En cet instant de silence, Lord Ewald crut sentir passer, brusquement, sur son front le vent de l’Infini.
" Ah ! s’écria d’une voie stridente Edison qui se leva les yeux étincelants, puisque je me sens ainsi défié par l’Inconnu, soit ! Voici. Je prétends réaliser pour vous, milord, ce que nul homme n’a jamais osé tenter pour son semblable. – Je vous dois la vie, encore une fois : c’est bien le moins que j’essaie de vous la rendre.
" Votre joie, votre être, sont, dites-vous, les prisonniers d’une présence humaine ? de la lueur d’un sourire, de l’éclat d’un visage, de la douceur d’une voix ? Une vivante vous mène ainsi, avec son attrait, vers la mort ?

" Eh bien ! puisque cette femme vous est si chère... JE VAIS LUI RAVIR SA PROPRE PRESENCE.
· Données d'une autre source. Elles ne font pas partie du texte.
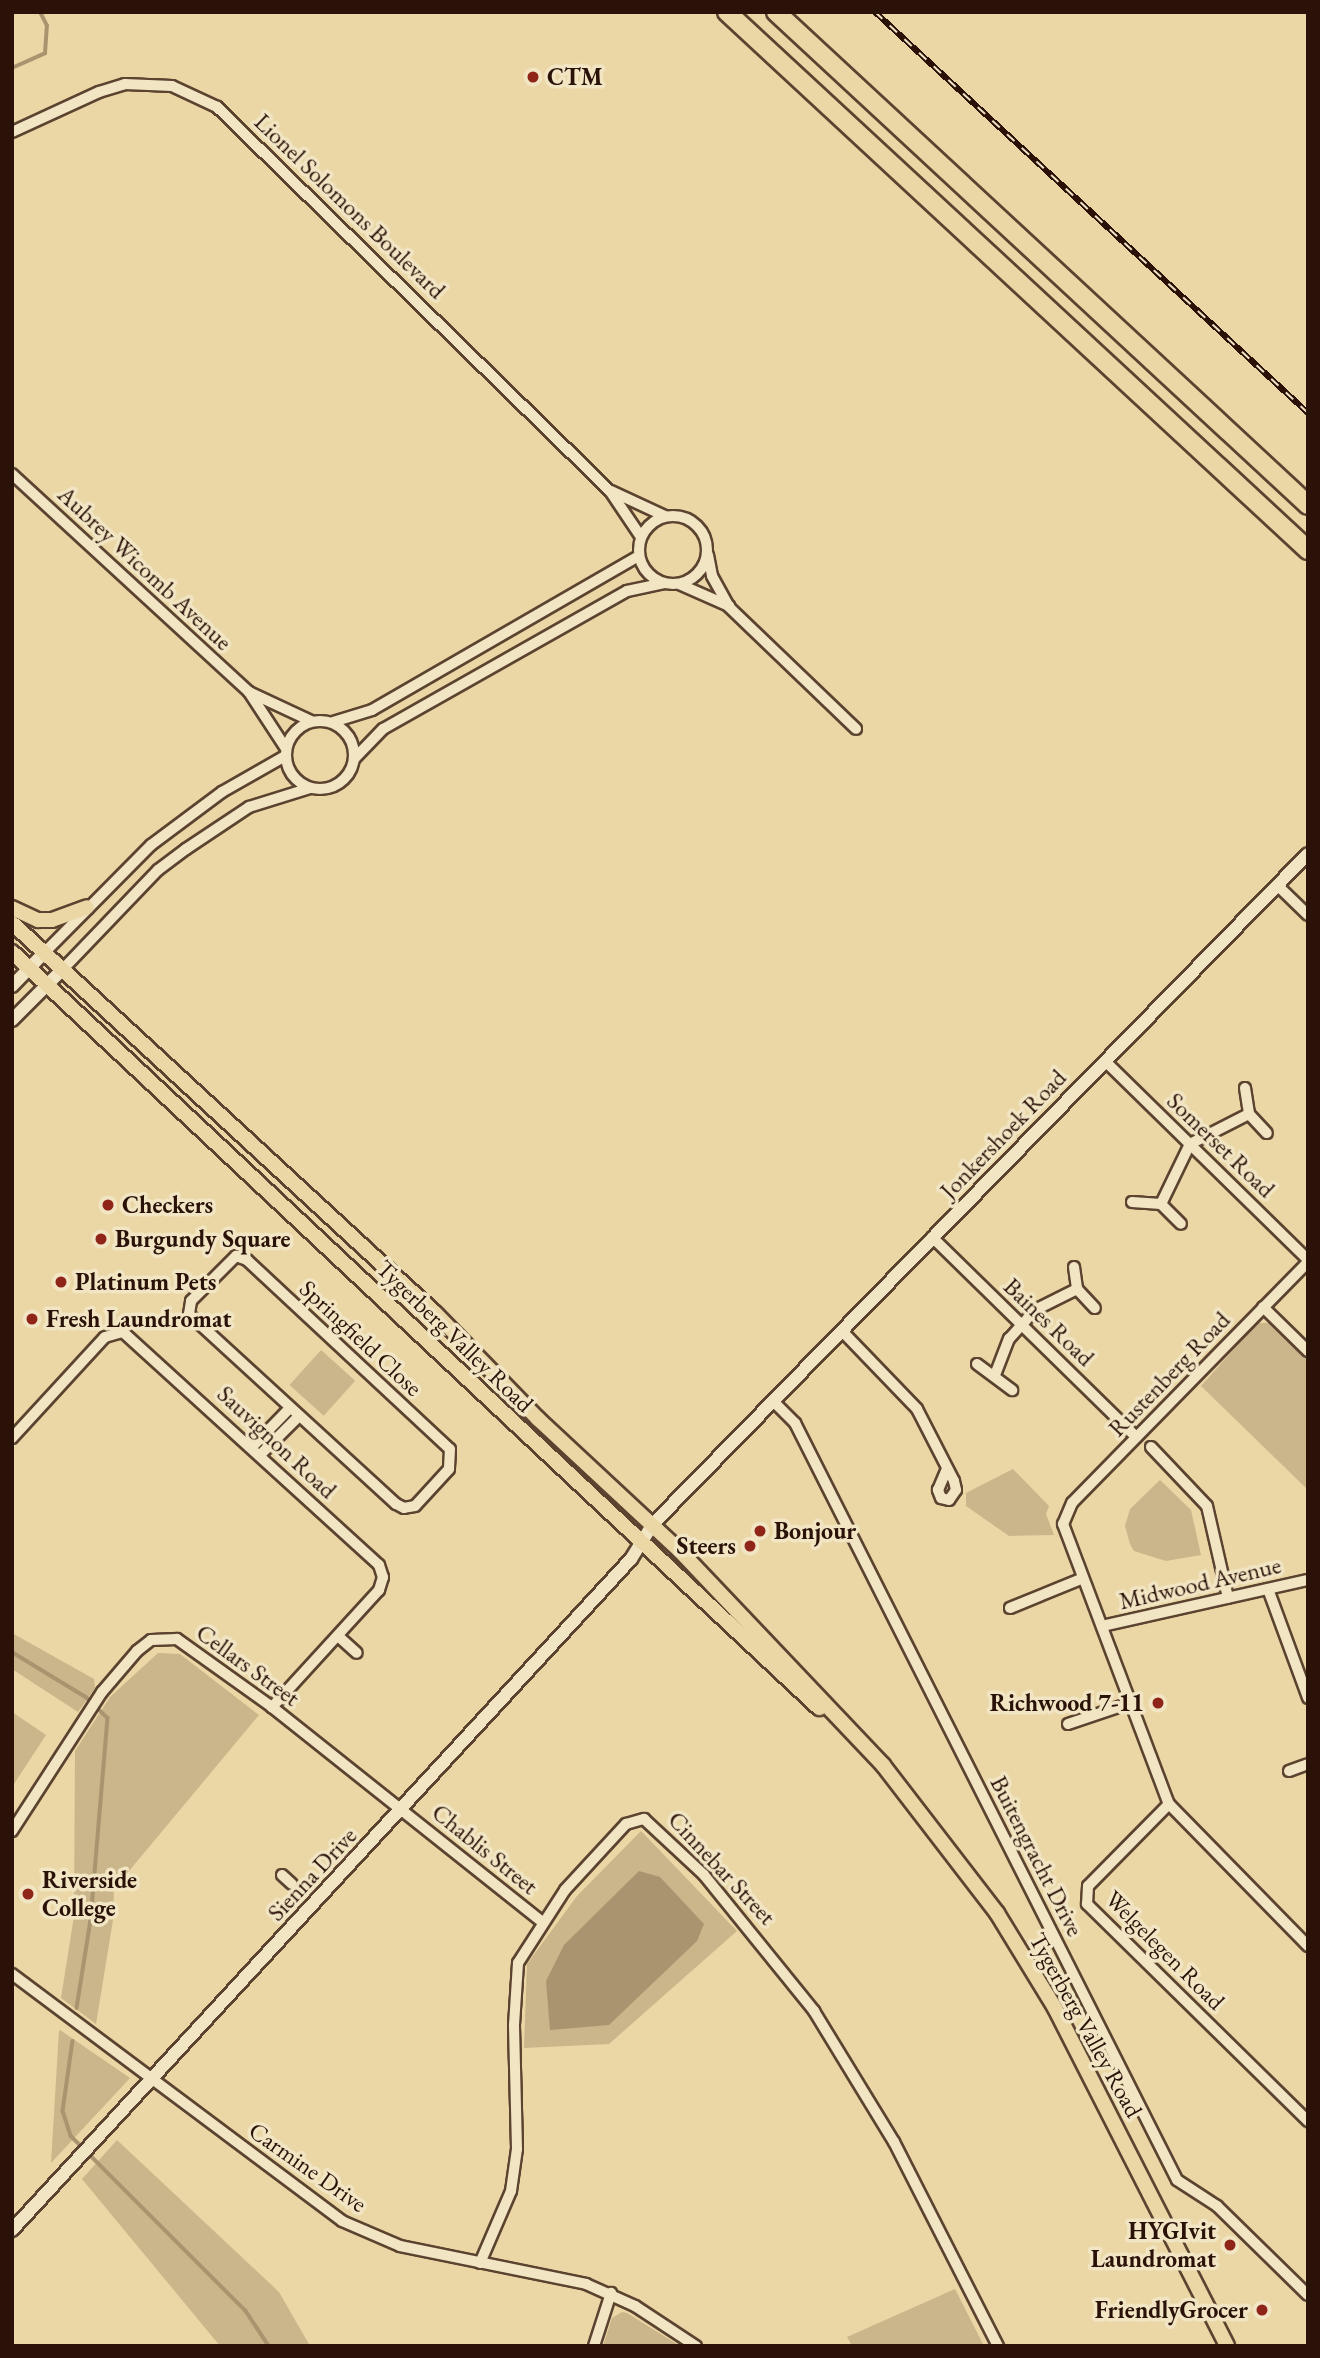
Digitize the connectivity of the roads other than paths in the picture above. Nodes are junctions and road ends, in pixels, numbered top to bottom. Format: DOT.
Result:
graph roads {
  1 [pos="727,12"];
  2 [pos="776,12"];
  3 [pos="12,132"];
  4 [pos="12,474"];
  5 [pos="610,491"];
  6 [pos="1308,505"];
  7 [pos="665,516"];
  8 [pos="641,537"];
  9 [pos="1308,550"];
  10 [pos="708,555"];
  11 [pos="639,556"];
  12 [pos="664,583"];
  13 [pos="679,583"];
  14 [pos="729,607"];
  15 [pos="249,692"];
  16 [pos="311,721"];
  17 [pos="333,722"];
  18 [pos="856,729"];
  19 [pos="285,751"];
  20 [pos="354,759"];
  21 [pos="310,788"];
  22 [pos="1308,854"];
  23 [pos="1277,885"];
  24 [pos="87,907"];
  25 [pos="12,908"];
  26 [pos="1308,915"];
  27 [pos="12,923"];
  28 [pos="12,952"];
  29 [pos="44,952"];
  30 [pos="30,968"];
  31 [pos="63,969"];
  32 [pos="49,984"];
  33 [pos="12,986"];
  34 [pos="12,1020"];
  35 [pos="1105,1061"];
  36 [pos="1245,1088"];
  37 [pos="1249,1114"];
  38 [pos="1268,1133"];
  39 [pos="1190,1144"];
  40 [pos="1132,1202"];
  41 [pos="1161,1204"];
  42 [pos="1181,1224"];
  43 [pos="932,1237"];
  44 [pos="1308,1261"];
  45 [pos="1074,1267"];
  46 [pos="1077,1289"];
  47 [pos="1264,1307"];
  48 [pos="1095,1308"];
  49 [pos="1020,1323"];
  50 [pos="842,1331"];
  51 [pos="1308,1351"];
  52 [pos="977,1364"];
  53 [pos="995,1375"];
  54 [pos="1012,1390"];
  55 [pos="773,1401"];
  56 [pos="290,1408"];
  57 [pos="299,1416"];
  58 [pos="1136,1437"];
  59 [pos="12,1438"];
  60 [pos="1151,1447"];
  61 [pos="256,1451"];
  62 [pos="947,1469"];
  63 [pos="652,1525"];
  64 [pos="641,1544"];
  65 [pos="1083,1578"];
  66 [pos="1308,1580"];
  67 [pos="1268,1589"];
  68 [pos="1228,1598"];
  69 [pos="1010,1608"];
  70 [pos="1102,1626"];
  71 [pos="338,1636"];
  72 [pos="357,1653"];
  73 [pos="1308,1698"];
  74 [pos="1130,1703"];
  75 [pos="272,1707"];
  76 [pos="1069,1724"];
  77 [pos="869,1750"];
  78 [pos="1308,1764"];
  79 [pos="1289,1771"];
  80 [pos="1170,1804"];
  81 [pos="401,1808"];
  82 [pos="12,1831"];
  83 [pos="282,1875"];
  84 [pos="292,1884"];
  85 [pos="542,1922"];
  86 [pos="1308,1946"];
  87 [pos="12,1975"];
  88 [pos="150,2079"];
  89 [pos="1308,2121"];
  90 [pos="12,2230"];
  91 [pos="480,2263"];
  92 [pos="611,2293"];
  93 [pos="1308,2295"];
  94 [pos="594,2346"];
  95 [pos="696,2346"];
  96 [pos="998,2346"];
  97 [pos="1227,2346"];
  1 -- 9 [label="highway"];
  2 -- 6 [label="highway"];
  3 -- 5 [label="street, Lionel Solomons Boulevard"];
  4 -- 15 [label="street, Aubrey Wicomb Avenue"];
  5 -- 7 [label="street, Lionel Solomons Boulevard"];
  5 -- 8 [label="street, Lionel Solomons Boulevard"];
  7 -- 8 [label="street"];
  7 -- 10 [label="street"];
  8 -- 11 [label="street"];
  10 -- 13 [label="street"];
  10 -- 14 [label="street"];
  11 -- 12 [label="street"];
  11 -- 17 [label="street"];
  12 -- 13 [label="street"];
  12 -- 20 [label="street"];
  13 -- 14 [label="street"];
  14 -- 18 [label="street"];
  15 -- 16 [label="street, Aubrey Wicomb Avenue"];
  15 -- 19 [label="street, Aubrey Wicomb Avenue"];
  16 -- 17 [label="street"];
  16 -- 19 [label="street"];
  17 -- 20 [label="street"];
  19 -- 21 [label="street"];
  19 -- 24 [label="street"];
  20 -- 21 [label="street"];
  21 -- 31 [label="street"];
  22 -- 23 [label="street, Jonkershoek Road"];
  23 -- 26 [label="street"];
  23 -- 35 [label="street, Jonkershoek Road"];
  24 -- 25 [label="main road"];
  24 -- 29 [label="street"];
  27 -- 29 [label="main road, Tygerberg Valley Road"];
  28 -- 30 [label="main road, Tygerberg Valley Road"];
  29 -- 30 [label="street"];
  29 -- 31 [label="main road, Tygerberg Valley Road"];
  30 -- 32 [label="main road, Tygerberg Valley Road"];
  30 -- 33 [label="street"];
  31 -- 32 [label="street"];
  31 -- 63 [label="main road, Tygerberg Valley Road"];
  32 -- 34 [label="street"];
  32 -- 64 [label="main road, Tygerberg Valley Road"];
  35 -- 39 [label="street, Somerset Road"];
  35 -- 43 [label="street, Jonkershoek Road"];
  36 -- 37 [label="street"];
  37 -- 38 [label="street"];
  37 -- 39 [label="street"];
  39 -- 41 [label="street"];
  39 -- 44 [label="street, Somerset Road"];
  40 -- 41 [label="street"];
  41 -- 42 [label="street"];
  43 -- 49 [label="street, Baines Road"];
  43 -- 50 [label="street, Jonkershoek Road"];
  44 -- 47 [label="street, Rustenberg Road"];
  45 -- 46 [label="street"];
  46 -- 48 [label="street"];
  46 -- 49 [label="street"];
  47 -- 51 [label="street"];
  47 -- 58 [label="street, Rustenberg Road"];
  49 -- 53 [label="street"];
  49 -- 58 [label="street, Baines Road"];
  50 -- 55 [label="street, Jonkershoek Road"];
  50 -- 62 [label="street"];
  52 -- 53 [label="street"];
  53 -- 54 [label="street"];
  55 -- 63 [label="street, Jonkershoek Road"];
  55 -- 93 [label="street, Buitengracht Drive"];
  56 -- 57 [label="street, Springfield Close"];
  56 -- 57 [label="street, Springfield Close"];
  56 -- 61 [label="street"];
  57 -- 61 [label="street"];
  58 -- 65 [label="street, Rustenberg Road"];
  59 -- 61 [label="street, Sauvignon Road"];
  60 -- 68 [label="street"];
  61 -- 71 [label="street, Sauvignon Road"];
  63 -- 64 [label="street, Sienna Drive"];
  63 -- 77 [label="main road, Tygerberg Valley Road"];
  64 -- 77 [label="main road, Tygerberg Valley Road"];
  64 -- 81 [label="street, Sienna Drive"];
  65 -- 69 [label="street"];
  65 -- 70 [label="street"];
  66 -- 67 [label="street, Midwood Avenue"];
  67 -- 68 [label="street, Midwood Avenue"];
  67 -- 73 [label="street"];
  68 -- 70 [label="street, Midwood Avenue"];
  70 -- 74 [label="street"];
  71 -- 72 [label="street"];
  71 -- 75 [label="street, Sauvignon Road"];
  74 -- 76 [label="street"];
  74 -- 80 [label="street"];
  75 -- 81 [label="street, Cellars Street"];
  75 -- 82 [label="street, Cellars Street"];
  77 -- 97 [label="main road, Tygerberg Valley Road"];
  78 -- 79 [label="street"];
  80 -- 86 [label="street"];
  80 -- 89 [label="street, Welgelegen Road"];
  81 -- 85 [label="street, Chablis Street"];
  81 -- 88 [label="street, Sienna Drive"];
  83 -- 84 [label="street"];
  85 -- 91 [label="street, Cinnebar Street"];
  85 -- 96 [label="street, Cinnebar Street"];
  87 -- 88 [label="street, Carmine Drive"];
  88 -- 90 [label="street, Sienna Drive"];
  88 -- 91 [label="street, Carmine Drive"];
  91 -- 92 [label="street, Carmine Drive"];
  92 -- 94 [label="street"];
  92 -- 95 [label="street, Carmine Drive"];
}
" Je vais vous démontrer, mathématiquement et à l’instant même, comment, avec les formidables ressources actuelles de la Science, - et ceci d’une manière glaçante peut-être, mais indubitable, - comment je puis, dis-je, me saisir de la grâce même de son geste, des plénitudes de son corps, de la senteur de sa chair, du timbre de sa voix, du ployé de sa taille, de la lumière de ses yeux, du reconnu de ses mouvements et de sa démarche, de la personnalité de son regard, de ses traits, de son ombre sur le sol, de son apparaître, du reflet de son Identité, enfin. – Je serai le meurtrier de sa sottise, l’assassin de son animalité triomphante. Je vais, d’abord, réincarner toute cette extériorité, qui vous est si délicieusement mortelle, en une Apparition dont la ressemblance et le charme HUMAINS dépasseront votre espoir et tous vos rêves ! Ensuite, à la place de cette âme, qui vous rebute dans la vivante, j’insufflerai une autre sorte d’âme, moins consciente d’elle-même, peut-être (- et encore, qu’en savons-nous ? et qu’importe ! -), mais suggestive d’impressions mille fois plus belles, plus nobles, plus élevées, c’est-à-dire revêtues de ce caractère d’éternité sans lequel tout n’est que comédie chez les vivants. Je reproduirai strictement, je dédoublerai cette femme, à l’aide sublime de la Lumière ! Et, la projetant sur sa MATIERE RADIANTE, j’illuminerai de votre mélancolie l’âme imaginaire de cette créature nouvelle, capable d’étonner des anges. Je terrasserai l’Illusion ! Je l’emprisonnerai. Je forcerai, dans cette vision, l’Idéal lui-même à se manifester, pour la première fois, à vos sens, PALPABLE, AUDIBLE ET MATERIALISE. J’arrêterai, au plus profond de son vol, la première heure de ce mirage enchanté que vous poursuivez en vain, dans vos souvenirs ! Et, la fixant presque immortellement, entendez-vous ? dans la seule et véritable forme où vous l’avez entrevue, je tirerai la vivante à un second exemplaire, et transfigurée selon vos vœux ! Je doterai cette Ombre de tous les chants de l’Antonia du conteur Hoffmann, de toutes les mysticités passionnées des Ligéias d’Edgar Poe, de toutes les séductions ardentes de la Venus du puissant musicien Wagner ! Enfin, pour vous racheter l’être, je prétends pouvoir – et vous prouver d’avance, encore une fois, que positivement je le puis – faire sortir du limon de l’actuelle Science Humaine un Etre fait à notre image, et qui nous sera, par conséquent, CE QUE NOUS SOMMES A DIEU. "
Et l’électricien, faisant serment, leva la main.

Auguste de Villiers de L’Isle-Adam, L’Ève future
1886. Livre II, chapitre IV. (Gallimard, " Folio ", 1993, p. 123/125).